(RECORD SET)

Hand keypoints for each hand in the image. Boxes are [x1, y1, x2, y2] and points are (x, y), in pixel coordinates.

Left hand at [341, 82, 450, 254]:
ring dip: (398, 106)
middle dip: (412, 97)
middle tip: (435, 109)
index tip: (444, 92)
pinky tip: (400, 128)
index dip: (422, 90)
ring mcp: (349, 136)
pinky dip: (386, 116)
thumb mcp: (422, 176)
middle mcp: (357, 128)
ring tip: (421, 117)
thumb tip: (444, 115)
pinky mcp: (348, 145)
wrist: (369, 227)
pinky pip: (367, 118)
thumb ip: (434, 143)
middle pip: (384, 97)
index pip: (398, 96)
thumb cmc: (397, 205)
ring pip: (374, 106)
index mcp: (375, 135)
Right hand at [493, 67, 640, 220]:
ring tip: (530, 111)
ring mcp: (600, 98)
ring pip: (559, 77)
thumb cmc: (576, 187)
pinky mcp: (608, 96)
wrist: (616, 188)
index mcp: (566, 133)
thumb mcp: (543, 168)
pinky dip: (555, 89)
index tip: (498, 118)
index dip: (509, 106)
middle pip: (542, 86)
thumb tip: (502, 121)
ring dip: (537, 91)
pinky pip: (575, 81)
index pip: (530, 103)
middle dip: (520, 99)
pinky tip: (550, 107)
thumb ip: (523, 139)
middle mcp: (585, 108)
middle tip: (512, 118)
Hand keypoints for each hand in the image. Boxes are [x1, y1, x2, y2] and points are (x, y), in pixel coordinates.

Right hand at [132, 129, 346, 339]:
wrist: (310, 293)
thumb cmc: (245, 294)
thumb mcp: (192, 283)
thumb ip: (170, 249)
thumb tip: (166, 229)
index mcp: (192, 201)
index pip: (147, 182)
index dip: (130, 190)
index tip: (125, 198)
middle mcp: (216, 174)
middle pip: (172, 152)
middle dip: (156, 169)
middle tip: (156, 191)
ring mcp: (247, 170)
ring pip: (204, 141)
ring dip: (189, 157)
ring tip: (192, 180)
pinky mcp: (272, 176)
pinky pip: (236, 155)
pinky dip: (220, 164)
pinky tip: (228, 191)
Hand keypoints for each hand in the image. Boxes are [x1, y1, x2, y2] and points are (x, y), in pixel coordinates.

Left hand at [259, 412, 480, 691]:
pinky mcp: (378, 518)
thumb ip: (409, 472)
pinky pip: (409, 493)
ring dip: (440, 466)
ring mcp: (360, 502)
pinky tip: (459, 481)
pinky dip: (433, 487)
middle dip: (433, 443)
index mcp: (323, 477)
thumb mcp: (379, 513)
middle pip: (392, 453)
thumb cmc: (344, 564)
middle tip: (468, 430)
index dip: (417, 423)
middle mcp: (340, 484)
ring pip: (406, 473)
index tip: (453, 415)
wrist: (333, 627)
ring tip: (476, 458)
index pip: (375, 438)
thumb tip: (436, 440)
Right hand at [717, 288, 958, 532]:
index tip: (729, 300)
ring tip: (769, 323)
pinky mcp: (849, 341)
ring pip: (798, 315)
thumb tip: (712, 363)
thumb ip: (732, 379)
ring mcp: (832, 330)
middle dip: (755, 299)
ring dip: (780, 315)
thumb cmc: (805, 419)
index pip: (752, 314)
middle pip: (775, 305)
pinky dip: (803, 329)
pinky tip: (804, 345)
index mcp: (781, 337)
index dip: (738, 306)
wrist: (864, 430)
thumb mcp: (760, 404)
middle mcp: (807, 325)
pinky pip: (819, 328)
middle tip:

(End RECORD SET)

● **WORK TASK**: Using only the entries above, output the line with "index tip: (444, 92)", the line with "pinky tip: (550, 107)", and all lines between them, exactly as they stand.

● **ANSWER BOX**:
index tip: (444, 92)
pinky tip: (400, 128)
index dip: (422, 90)
ring mcp: (349, 136)
pinky dip: (386, 116)
thumb mcp: (422, 176)
middle mcp: (357, 128)
ring tip: (421, 117)
thumb tip: (444, 115)
pinky mcp: (348, 145)
wrist: (369, 227)
pinky pip: (367, 118)
thumb ip: (434, 143)
middle pip: (384, 97)
index pip: (398, 96)
thumb cmc: (397, 205)
ring pip: (374, 106)
index mcp: (375, 135)
Right hand at [493, 67, 640, 220]:
ring tip: (530, 111)
ring mcp: (600, 98)
ring pip: (559, 77)
thumb cmc: (576, 187)
pinky mcp: (608, 96)
wrist: (616, 188)
index mcp: (566, 133)
thumb mcp: (543, 168)
pinky dip: (555, 89)
index tip: (498, 118)
index dip: (509, 106)
middle pip: (542, 86)
thumb tip: (502, 121)
ring dip: (537, 91)
pinky pip: (575, 81)
index pip: (530, 103)
middle dip: (520, 99)
pinky tip: (550, 107)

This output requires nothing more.